In [1]:
import numpy as np
from matplotlib import pyplot as plt
%matplotlib inline


#theano imports
#the problem is too simple to be run on GPU. Seriously.
%env THEANO_FLAGS='device=gpu2'
import lasagne
import theano
import theano.tensor as T
floatX = theano.config.floatX



env: THEANO_FLAGS='device=gpu2'


Using gpu device 2: Tesla K40m (CNMeM is disabled, CuDNN 4004)


In [2]:
%load_ext autoreload
%autoreload 2

# [in development] this is just a minimalistic language model so far
# This tutorial explains the Generator agent type applied to conversation modelling
* experiment setup
* designing agent
* computing losses
* training

In [3]:
import cPickle
with open("/home/jheuristic/yozhik/dl_s8/data.pcl") as fin:
    token_to_id,titles = cPickle.load(fin)
    id_to_token = {v:k for k,v in token_to_id.items()}
    tokens = [id_to_token[i] for i in range(len(id_to_token))]

In [4]:
print ';'.join(tokens[:5])
print titles[:3,:10]
for title in titles[:3]:
    print ' '.join(map(tokens.__getitem__,title))

NULL;полисахаридов;woody;осветление;производителей
[[43060 14578 55125 81881 79990 17207     0     0     0     0]
 [ 8304     0 30297     0     0     0     0     0     0     0]
 [28672 23286     0  3628 33730     0     0     0     0     0]]
поездки на таможню печать в паспорте NULL NULL NULL NULL NULL NULL NULL NULL NULL
рефлекторно NULL массаж NULL NULL NULL NULL NULL NULL NULL NULL NULL NULL NULL NULL
возьму суду NULL т р NULL NULL NULL NULL NULL NULL NULL NULL NULL NULL


# agent setup
* An agent implementation has to contain three parts:
 * Memory layer(s)
  * in this case, a single one-step GRU
 * Q-values evaluation layers
  * in this case, a lasagne dense layer based on memory layer
 * Resolver - acton picker layer
  * in this case, the resolver has epsilon-greedy policy

In [5]:
from agentnet.resolver import EpsilonGreedyResolver
from agentnet.memory import GRUMemoryLayer
from agentnet.agent import Generator
from agentnet.resolver import ProbablisticResolver

In [6]:

import lasagne
n_hid_1=1024 #first GRU memory
n_hid_2=1024 #second GRU memory
embedding_size=128
vocab_size = len(tokens) #number of words in dictionary



_observation_layer = lasagne.layers.InputLayer((None,1),name="obs_input")

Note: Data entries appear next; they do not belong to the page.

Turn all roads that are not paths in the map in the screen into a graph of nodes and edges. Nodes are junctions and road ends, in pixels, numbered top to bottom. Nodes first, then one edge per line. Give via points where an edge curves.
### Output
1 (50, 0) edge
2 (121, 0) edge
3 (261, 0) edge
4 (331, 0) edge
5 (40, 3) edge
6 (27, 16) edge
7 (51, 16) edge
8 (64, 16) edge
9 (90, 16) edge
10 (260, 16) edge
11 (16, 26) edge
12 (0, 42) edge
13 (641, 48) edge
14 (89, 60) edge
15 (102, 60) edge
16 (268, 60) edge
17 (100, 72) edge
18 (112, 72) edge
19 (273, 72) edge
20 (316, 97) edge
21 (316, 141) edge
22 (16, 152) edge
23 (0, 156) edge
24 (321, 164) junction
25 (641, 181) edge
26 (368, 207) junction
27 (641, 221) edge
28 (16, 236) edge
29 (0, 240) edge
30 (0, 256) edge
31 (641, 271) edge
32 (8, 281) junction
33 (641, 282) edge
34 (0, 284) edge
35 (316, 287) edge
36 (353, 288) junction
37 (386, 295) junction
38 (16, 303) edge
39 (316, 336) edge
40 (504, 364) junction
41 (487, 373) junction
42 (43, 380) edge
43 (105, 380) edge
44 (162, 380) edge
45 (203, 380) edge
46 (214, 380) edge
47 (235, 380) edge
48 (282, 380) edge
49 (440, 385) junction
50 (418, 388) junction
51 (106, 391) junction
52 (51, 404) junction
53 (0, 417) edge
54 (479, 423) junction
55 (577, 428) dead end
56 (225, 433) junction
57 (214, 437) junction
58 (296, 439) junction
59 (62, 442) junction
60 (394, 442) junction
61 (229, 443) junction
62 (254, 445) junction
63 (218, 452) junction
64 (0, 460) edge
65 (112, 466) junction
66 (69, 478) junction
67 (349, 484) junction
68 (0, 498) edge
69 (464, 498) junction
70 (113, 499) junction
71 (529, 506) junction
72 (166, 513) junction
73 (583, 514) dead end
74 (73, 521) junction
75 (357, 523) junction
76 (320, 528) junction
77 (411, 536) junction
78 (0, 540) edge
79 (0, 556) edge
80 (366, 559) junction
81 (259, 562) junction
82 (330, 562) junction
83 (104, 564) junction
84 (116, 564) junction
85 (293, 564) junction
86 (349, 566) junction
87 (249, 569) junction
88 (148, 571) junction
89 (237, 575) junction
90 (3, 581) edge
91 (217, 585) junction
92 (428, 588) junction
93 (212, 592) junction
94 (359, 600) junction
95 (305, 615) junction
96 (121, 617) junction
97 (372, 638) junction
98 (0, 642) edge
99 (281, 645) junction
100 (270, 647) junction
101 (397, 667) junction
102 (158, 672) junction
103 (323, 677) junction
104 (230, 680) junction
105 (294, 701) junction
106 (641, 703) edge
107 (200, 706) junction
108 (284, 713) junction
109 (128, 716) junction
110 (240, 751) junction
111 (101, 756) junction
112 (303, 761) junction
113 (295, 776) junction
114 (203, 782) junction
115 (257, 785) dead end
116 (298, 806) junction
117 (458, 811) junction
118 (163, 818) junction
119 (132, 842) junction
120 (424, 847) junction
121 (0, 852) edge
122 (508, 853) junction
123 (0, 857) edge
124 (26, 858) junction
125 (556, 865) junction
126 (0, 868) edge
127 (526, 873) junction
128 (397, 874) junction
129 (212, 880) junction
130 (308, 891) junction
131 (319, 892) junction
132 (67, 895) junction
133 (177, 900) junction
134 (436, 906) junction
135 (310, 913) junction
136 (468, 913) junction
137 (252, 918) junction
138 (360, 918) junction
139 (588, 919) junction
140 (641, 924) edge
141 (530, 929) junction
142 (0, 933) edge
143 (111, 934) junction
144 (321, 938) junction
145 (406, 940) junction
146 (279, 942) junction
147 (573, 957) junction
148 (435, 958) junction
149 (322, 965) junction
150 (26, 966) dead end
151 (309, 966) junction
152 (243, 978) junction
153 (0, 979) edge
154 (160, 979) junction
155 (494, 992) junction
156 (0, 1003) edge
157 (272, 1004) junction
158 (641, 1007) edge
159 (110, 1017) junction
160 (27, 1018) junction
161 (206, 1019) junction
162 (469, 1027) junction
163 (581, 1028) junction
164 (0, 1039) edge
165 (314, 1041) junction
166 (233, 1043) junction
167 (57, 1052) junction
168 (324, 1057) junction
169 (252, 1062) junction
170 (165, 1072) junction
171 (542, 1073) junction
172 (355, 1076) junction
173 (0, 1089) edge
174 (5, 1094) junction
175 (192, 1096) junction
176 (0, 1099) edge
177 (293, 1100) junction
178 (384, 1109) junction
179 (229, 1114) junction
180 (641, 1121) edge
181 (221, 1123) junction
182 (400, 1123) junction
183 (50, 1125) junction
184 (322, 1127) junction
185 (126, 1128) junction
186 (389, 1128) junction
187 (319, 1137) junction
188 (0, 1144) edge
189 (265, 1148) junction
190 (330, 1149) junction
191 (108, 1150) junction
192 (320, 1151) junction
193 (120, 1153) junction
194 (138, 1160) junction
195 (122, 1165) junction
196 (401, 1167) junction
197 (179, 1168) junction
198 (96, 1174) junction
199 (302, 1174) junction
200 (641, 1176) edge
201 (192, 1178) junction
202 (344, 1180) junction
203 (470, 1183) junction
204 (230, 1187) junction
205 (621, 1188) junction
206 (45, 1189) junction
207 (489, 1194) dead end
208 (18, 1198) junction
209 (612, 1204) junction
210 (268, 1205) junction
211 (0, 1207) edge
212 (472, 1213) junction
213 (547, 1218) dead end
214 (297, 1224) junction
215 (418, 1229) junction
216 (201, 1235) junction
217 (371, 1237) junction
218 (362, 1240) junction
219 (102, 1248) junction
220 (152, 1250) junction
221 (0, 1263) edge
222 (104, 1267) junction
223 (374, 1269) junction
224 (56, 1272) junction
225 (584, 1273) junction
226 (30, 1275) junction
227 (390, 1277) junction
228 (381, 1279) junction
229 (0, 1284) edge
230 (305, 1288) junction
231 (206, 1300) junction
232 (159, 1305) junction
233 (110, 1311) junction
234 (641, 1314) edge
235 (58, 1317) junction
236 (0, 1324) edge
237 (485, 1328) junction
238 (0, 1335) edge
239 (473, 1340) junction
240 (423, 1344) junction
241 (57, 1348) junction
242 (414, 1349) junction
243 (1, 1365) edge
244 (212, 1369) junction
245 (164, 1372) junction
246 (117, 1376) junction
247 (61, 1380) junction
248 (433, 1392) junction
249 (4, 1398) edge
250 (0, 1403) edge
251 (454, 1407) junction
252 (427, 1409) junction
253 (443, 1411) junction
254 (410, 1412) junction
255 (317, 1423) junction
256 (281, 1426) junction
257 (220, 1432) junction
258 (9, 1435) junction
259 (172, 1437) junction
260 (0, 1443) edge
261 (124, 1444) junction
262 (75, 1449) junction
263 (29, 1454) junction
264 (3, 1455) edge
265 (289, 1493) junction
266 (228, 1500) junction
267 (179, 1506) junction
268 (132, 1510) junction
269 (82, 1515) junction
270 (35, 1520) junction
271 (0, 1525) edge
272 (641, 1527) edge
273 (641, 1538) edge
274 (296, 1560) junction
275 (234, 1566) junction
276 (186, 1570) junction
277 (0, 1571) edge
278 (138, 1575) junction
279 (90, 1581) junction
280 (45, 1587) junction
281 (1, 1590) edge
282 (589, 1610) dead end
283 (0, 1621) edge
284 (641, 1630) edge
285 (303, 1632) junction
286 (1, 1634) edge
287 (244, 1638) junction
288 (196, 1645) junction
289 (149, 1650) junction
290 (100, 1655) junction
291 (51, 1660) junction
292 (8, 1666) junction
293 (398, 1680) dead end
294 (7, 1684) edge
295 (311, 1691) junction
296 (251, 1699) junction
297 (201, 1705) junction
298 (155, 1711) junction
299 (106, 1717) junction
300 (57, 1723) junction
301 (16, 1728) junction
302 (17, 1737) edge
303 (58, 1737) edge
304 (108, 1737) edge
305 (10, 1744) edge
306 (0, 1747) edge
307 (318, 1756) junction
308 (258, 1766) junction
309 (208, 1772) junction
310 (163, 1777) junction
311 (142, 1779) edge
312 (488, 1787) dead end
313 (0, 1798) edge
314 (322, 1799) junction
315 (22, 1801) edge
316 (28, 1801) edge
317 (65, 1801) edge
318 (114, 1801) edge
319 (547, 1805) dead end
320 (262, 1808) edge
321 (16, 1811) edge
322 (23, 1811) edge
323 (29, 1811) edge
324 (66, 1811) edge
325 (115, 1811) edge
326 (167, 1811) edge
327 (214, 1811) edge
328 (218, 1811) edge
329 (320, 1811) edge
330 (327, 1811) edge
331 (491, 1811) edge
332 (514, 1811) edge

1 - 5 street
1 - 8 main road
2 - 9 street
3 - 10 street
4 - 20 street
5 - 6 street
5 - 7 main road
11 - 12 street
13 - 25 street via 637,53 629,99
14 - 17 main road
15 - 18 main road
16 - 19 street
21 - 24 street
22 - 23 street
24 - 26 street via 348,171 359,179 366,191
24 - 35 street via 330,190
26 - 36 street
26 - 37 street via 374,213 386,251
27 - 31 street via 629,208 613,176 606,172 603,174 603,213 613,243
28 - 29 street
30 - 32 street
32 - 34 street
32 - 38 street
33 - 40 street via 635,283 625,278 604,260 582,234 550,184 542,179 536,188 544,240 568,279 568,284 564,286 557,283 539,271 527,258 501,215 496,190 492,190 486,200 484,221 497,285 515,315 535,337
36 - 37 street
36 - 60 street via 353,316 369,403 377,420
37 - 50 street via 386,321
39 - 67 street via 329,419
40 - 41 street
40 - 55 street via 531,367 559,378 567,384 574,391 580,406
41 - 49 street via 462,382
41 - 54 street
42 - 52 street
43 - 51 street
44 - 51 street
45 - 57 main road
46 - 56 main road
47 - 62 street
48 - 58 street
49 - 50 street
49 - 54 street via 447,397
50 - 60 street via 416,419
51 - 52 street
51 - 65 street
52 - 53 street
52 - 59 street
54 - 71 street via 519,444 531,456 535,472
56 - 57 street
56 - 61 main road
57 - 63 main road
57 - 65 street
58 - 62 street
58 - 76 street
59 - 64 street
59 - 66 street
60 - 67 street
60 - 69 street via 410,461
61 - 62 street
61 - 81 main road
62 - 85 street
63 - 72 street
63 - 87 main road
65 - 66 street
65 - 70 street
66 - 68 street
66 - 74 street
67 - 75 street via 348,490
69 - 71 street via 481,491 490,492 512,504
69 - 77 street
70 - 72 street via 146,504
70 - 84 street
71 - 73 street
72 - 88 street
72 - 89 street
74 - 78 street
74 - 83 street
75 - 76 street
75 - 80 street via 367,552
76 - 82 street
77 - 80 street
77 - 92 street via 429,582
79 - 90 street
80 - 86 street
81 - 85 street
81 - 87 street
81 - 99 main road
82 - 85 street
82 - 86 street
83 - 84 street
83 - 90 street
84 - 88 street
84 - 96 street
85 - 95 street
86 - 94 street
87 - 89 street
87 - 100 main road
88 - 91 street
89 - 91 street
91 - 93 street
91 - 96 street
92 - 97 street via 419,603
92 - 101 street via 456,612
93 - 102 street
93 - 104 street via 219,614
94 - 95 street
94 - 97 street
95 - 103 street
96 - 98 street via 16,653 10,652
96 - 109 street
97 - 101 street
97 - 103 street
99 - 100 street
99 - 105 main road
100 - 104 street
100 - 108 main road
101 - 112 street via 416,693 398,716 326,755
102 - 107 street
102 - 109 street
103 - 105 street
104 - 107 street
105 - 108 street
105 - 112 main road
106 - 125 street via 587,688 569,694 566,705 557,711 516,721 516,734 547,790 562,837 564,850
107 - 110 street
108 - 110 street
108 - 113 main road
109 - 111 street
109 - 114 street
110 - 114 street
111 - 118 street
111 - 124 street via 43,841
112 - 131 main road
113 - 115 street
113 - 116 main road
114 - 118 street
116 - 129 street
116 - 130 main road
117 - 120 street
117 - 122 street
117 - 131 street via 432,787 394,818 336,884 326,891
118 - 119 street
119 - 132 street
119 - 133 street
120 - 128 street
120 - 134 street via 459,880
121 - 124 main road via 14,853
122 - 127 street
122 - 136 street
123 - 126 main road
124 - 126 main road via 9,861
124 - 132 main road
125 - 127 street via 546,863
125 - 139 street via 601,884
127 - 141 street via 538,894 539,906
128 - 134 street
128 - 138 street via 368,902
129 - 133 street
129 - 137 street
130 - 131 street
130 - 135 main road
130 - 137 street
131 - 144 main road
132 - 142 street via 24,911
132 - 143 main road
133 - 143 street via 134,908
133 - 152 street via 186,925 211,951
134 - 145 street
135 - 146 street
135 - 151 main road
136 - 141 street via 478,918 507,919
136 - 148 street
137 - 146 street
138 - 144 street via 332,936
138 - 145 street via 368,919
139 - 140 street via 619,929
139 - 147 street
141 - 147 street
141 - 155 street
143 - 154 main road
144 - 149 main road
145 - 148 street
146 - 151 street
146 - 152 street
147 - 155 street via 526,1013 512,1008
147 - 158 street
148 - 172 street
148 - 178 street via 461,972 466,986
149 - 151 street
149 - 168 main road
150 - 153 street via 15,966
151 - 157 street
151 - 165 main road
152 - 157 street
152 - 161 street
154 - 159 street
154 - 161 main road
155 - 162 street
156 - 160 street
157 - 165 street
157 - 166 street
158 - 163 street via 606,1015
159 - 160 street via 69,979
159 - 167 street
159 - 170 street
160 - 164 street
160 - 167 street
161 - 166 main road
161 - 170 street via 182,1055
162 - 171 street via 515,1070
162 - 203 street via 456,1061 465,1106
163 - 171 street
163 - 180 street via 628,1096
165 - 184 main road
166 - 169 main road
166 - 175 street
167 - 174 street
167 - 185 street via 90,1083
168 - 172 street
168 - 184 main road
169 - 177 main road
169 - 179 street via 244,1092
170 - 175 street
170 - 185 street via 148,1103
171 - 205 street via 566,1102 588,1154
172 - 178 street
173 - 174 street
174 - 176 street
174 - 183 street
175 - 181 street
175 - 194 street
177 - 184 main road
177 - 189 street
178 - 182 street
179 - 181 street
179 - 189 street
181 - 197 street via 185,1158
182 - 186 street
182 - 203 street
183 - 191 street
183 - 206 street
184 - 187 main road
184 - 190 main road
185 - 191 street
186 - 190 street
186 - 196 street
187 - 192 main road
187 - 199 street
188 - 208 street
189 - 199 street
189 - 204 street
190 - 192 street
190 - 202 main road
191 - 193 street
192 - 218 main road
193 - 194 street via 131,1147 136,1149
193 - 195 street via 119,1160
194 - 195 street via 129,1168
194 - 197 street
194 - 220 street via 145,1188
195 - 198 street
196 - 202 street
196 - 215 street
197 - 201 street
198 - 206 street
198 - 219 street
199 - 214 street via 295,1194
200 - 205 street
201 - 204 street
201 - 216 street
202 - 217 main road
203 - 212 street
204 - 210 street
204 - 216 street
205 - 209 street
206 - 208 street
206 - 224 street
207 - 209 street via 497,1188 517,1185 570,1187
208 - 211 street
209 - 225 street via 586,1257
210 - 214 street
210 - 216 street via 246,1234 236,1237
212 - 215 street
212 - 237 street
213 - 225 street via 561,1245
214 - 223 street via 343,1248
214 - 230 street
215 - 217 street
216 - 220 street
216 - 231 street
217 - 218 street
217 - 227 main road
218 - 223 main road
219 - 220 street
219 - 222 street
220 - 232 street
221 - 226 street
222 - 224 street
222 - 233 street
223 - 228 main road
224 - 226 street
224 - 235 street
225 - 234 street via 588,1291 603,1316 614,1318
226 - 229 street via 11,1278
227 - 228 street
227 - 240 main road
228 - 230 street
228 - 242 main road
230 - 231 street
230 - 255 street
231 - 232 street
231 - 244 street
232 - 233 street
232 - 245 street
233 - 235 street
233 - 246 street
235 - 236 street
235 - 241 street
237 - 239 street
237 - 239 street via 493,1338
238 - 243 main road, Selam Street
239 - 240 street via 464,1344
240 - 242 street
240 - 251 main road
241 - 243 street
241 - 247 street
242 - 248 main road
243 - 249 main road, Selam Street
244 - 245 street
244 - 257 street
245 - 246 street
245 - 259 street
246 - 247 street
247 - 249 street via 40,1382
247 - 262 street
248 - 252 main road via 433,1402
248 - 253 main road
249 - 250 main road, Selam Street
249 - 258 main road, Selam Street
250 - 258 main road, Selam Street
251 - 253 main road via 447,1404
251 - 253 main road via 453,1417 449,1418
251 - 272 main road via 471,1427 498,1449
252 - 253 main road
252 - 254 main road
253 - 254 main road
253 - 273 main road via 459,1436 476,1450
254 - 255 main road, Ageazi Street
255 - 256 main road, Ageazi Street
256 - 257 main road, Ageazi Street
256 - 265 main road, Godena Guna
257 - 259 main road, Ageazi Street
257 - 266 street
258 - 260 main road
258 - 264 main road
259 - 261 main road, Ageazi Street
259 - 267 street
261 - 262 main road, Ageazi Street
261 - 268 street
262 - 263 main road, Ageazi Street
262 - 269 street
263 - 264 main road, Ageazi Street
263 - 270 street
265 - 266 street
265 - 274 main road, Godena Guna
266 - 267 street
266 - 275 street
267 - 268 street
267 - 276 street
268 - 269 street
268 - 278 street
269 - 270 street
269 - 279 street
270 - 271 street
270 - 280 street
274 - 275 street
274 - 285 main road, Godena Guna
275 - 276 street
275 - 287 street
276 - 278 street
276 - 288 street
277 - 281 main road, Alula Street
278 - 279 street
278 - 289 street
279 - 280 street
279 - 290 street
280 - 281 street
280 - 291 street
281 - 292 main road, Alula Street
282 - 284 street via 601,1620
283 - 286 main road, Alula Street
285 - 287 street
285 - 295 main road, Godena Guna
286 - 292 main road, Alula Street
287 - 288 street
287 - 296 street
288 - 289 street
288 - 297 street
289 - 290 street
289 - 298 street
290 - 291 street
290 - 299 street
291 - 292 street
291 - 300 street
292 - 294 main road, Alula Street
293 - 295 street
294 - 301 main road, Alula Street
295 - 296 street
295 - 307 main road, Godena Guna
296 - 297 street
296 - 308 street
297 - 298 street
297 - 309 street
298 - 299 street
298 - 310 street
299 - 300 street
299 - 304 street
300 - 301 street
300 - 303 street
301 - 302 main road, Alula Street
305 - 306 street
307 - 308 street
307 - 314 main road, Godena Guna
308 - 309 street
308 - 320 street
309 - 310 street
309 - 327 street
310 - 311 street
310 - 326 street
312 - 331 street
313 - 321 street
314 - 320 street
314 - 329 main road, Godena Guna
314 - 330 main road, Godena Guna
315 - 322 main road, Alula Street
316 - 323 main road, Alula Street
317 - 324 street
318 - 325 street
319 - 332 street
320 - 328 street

_prev_gru1_layer = lasagne.layers.InputLayer((None,n_hid_1),name="prev_gru1_state_input")
_prev_gru2_layer = lasagne.layers.InputLayer((None,n_hid_2),name="prev_gru2_state_input")


emb = lasagne.layers.EmbeddingLayer(_observation_layer,vocab_size,embedding_size,name="token_vectors")

#memory
gru1 = GRUMemoryLayer(n_hid_1,
                     emb,
                     _prev_gru1_layer,
                     name="gru1")

gru2 = GRUMemoryLayer(n_hid_2,
                     gru1,        #note that it takes CURRENT gru1 output as input.
                                  #replacing that with _prev_gru1_state would imply taking previous one.
                     _prev_gru2_layer,
                     name="gru2")

concatenated_memory = lasagne.layers.concat([gru1,gru2])




#policy


greed = theano.shared(np.float32(1),"prob_multiplier")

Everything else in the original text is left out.